- [Brief]:
In full and word for word, print the data below.

- [Stored items]:

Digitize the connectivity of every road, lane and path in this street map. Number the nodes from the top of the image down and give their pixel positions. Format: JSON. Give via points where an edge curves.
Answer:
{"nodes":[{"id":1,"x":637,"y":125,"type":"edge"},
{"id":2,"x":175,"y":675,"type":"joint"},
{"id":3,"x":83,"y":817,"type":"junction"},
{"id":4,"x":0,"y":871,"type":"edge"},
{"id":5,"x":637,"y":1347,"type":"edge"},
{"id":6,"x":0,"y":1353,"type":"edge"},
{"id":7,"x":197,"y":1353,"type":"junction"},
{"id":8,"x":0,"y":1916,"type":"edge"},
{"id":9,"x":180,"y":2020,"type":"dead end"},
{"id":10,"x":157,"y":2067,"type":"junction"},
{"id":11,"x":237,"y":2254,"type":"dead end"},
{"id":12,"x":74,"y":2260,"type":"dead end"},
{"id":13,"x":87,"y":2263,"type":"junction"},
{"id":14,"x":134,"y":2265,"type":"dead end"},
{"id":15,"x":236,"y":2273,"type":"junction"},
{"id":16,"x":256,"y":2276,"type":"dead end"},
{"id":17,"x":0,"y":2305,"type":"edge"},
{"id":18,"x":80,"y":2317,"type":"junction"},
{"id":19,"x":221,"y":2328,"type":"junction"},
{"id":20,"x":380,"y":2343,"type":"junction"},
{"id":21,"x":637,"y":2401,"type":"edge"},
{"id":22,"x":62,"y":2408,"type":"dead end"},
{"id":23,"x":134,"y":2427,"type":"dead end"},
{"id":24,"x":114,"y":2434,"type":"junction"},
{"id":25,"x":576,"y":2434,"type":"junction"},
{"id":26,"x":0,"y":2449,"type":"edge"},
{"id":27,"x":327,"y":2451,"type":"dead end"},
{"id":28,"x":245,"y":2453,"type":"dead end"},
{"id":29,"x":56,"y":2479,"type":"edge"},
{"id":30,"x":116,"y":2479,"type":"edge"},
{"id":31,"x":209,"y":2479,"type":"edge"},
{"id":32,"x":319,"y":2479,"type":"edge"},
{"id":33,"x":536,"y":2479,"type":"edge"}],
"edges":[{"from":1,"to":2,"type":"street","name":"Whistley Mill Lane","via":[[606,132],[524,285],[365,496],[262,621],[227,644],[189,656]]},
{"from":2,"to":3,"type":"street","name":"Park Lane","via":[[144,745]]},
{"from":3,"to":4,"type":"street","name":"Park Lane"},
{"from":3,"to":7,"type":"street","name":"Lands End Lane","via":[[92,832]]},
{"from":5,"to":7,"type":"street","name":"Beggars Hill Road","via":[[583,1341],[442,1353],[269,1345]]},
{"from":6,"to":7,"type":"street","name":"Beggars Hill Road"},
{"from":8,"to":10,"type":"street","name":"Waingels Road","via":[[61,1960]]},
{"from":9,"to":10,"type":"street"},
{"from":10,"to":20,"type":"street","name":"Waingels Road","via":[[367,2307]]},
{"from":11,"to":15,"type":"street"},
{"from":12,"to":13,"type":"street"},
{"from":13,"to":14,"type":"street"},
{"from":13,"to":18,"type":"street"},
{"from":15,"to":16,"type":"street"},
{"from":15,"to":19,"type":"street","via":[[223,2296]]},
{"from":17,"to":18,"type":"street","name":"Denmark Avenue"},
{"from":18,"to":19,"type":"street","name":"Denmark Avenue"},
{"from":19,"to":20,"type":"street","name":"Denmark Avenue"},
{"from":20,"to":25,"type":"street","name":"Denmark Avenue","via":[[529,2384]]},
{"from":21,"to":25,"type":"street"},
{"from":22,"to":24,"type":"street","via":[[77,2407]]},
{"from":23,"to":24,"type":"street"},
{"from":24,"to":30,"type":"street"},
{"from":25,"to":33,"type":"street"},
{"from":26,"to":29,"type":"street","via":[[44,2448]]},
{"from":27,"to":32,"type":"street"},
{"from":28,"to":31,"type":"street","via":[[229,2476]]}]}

- [Answer box]:
Digitize the connectivity of every road, lane and path in this street map. Number the nodes from the top of the image down and give their pixel positions. Format: JSON. Give via points where an edge curves.
Answer:
{"nodes":[{"id":1,"x":637,"y":125,"type":"edge"},
{"id":2,"x":175,"y":675,"type":"joint"},
{"id":3,"x":83,"y":817,"type":"junction"},
{"id":4,"x":0,"y":871,"type":"edge"},
{"id":5,"x":637,"y":1347,"type":"edge"},
{"id":6,"x":0,"y":1353,"type":"edge"},
{"id":7,"x":197,"y":1353,"type":"junction"},
{"id":8,"x":0,"y":1916,"type":"edge"},
{"id":9,"x":180,"y":2020,"type":"dead end"},
{"id":10,"x":157,"y":2067,"type":"junction"},
{"id":11,"x":237,"y":2254,"type":"dead end"},
{"id":12,"x":74,"y":2260,"type":"dead end"},
{"id":13,"x":87,"y":2263,"type":"junction"},
{"id":14,"x":134,"y":2265,"type":"dead end"},
{"id":15,"x":236,"y":2273,"type":"junction"},
{"id":16,"x":256,"y":2276,"type":"dead end"},
{"id":17,"x":0,"y":2305,"type":"edge"},
{"id":18,"x":80,"y":2317,"type":"junction"},
{"id":19,"x":221,"y":2328,"type":"junction"},
{"id":20,"x":380,"y":2343,"type":"junction"},
{"id":21,"x":637,"y":2401,"type":"edge"},
{"id":22,"x":62,"y":2408,"type":"dead end"},
{"id":23,"x":134,"y":2427,"type":"dead end"},
{"id":24,"x":114,"y":2434,"type":"junction"},
{"id":25,"x":576,"y":2434,"type":"junction"},
{"id":26,"x":0,"y":2449,"type":"edge"},
{"id":27,"x":327,"y":2451,"type":"dead end"},
{"id":28,"x":245,"y":2453,"type":"dead end"},
{"id":29,"x":56,"y":2479,"type":"edge"},
{"id":30,"x":116,"y":2479,"type":"edge"},
{"id":31,"x":209,"y":2479,"type":"edge"},
{"id":32,"x":319,"y":2479,"type":"edge"},
{"id":33,"x":536,"y":2479,"type":"edge"}],
"edges":[{"from":1,"to":2,"type":"street","name":"Whistley Mill Lane","via":[[606,132],[524,285],[365,496],[262,621],[227,644],[189,656]]},
{"from":2,"to":3,"type":"street","name":"Park Lane","via":[[144,745]]},
{"from":3,"to":4,"type":"street","name":"Park Lane"},
{"from":3,"to":7,"type":"street","name":"Lands End Lane","via":[[92,832]]},
{"from":5,"to":7,"type":"street","name":"Beggars Hill Road","via":[[583,1341],[442,1353],[269,1345]]},
{"from":6,"to":7,"type":"street","name":"Beggars Hill Road"},
{"from":8,"to":10,"type":"street","name":"Waingels Road","via":[[61,1960]]},
{"from":9,"to":10,"type":"street"},
{"from":10,"to":20,"type":"street","name":"Waingels Road","via":[[367,2307]]},
{"from":11,"to":15,"type":"street"},
{"from":12,"to":13,"type":"street"},
{"from":13,"to":14,"type":"street"},
{"from":13,"to":18,"type":"street"},
{"from":15,"to":16,"type":"street"},
{"from":15,"to":19,"type":"street","via":[[223,2296]]},
{"from":17,"to":18,"type":"street","name":"Denmark Avenue"},
{"from":18,"to":19,"type":"street","name":"Denmark Avenue"},
{"from":19,"to":20,"type":"street","name":"Denmark Avenue"},
{"from":20,"to":25,"type":"street","name":"Denmark Avenue","via":[[529,2384]]},
{"from":21,"to":25,"type":"street"},
{"from":22,"to":24,"type":"street","via":[[77,2407]]},
{"from":23,"to":24,"type":"street"},
{"from":24,"to":30,"type":"street"},
{"from":25,"to":33,"type":"street"},
{"from":26,"to":29,"type":"street","via":[[44,2448]]},
{"from":27,"to":32,"type":"street"},
{"from":28,"to":31,"type":"street","via":[[229,2476]]}]}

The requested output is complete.